**What the task requires**: Look through the data below and work out how many lines hold "Court"; state only the number.
** Listed records follows **
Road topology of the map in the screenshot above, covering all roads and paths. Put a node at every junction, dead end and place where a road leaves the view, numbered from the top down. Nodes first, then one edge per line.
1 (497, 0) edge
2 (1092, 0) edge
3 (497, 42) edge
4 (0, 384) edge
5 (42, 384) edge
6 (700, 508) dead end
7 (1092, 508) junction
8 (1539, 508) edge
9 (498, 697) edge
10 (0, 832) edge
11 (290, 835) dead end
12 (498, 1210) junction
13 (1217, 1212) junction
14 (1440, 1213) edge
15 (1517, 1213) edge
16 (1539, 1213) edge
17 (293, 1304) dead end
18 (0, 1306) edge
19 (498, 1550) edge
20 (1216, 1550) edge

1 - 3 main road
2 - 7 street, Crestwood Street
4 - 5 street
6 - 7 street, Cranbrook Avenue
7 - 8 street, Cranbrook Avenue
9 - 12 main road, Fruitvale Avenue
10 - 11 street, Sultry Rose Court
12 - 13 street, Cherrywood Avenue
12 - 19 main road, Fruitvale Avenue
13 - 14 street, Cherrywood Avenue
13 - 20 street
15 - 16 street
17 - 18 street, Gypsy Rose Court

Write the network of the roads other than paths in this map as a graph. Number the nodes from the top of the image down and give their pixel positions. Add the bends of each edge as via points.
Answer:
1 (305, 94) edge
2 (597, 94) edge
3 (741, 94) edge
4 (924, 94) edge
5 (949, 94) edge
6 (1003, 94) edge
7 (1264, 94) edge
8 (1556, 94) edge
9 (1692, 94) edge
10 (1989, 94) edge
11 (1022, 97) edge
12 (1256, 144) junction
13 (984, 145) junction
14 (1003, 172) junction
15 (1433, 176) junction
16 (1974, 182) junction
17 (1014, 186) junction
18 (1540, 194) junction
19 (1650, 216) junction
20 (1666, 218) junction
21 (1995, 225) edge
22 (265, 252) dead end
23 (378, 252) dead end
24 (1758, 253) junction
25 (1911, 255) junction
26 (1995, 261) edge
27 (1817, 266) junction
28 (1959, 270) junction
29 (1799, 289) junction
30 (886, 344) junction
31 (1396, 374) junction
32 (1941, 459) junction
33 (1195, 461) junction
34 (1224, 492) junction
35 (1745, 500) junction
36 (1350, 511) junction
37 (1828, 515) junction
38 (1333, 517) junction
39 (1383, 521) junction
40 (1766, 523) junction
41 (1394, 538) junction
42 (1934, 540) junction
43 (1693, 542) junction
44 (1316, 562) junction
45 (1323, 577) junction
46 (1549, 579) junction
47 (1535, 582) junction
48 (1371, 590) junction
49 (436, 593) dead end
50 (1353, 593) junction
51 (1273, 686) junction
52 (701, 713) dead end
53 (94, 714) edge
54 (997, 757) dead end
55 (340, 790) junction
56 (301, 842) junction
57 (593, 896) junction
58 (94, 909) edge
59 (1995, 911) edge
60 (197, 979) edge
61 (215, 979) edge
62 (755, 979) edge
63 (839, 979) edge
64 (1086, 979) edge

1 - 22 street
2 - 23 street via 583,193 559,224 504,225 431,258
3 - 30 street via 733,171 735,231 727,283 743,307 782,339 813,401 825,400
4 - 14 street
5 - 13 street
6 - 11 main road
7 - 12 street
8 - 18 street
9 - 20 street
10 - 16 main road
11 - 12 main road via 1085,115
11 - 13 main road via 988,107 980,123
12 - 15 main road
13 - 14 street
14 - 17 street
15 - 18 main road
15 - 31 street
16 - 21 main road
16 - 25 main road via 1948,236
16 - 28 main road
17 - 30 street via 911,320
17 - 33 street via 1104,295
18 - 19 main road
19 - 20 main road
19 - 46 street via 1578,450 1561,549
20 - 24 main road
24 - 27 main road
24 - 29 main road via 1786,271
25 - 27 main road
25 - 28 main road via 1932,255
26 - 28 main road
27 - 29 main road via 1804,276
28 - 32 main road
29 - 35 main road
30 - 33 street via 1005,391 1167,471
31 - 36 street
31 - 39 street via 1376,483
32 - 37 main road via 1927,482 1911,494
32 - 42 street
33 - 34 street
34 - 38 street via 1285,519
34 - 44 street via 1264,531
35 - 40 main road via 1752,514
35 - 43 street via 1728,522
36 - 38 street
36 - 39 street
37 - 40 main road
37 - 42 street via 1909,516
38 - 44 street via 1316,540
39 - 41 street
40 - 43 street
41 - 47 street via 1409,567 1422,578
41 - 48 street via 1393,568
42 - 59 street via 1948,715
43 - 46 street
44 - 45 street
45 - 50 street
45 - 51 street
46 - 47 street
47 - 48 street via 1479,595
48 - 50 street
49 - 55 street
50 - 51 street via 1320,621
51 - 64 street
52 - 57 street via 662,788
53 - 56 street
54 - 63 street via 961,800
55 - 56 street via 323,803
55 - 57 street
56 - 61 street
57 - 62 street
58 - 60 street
** End of Listed records **
**Written response**: 2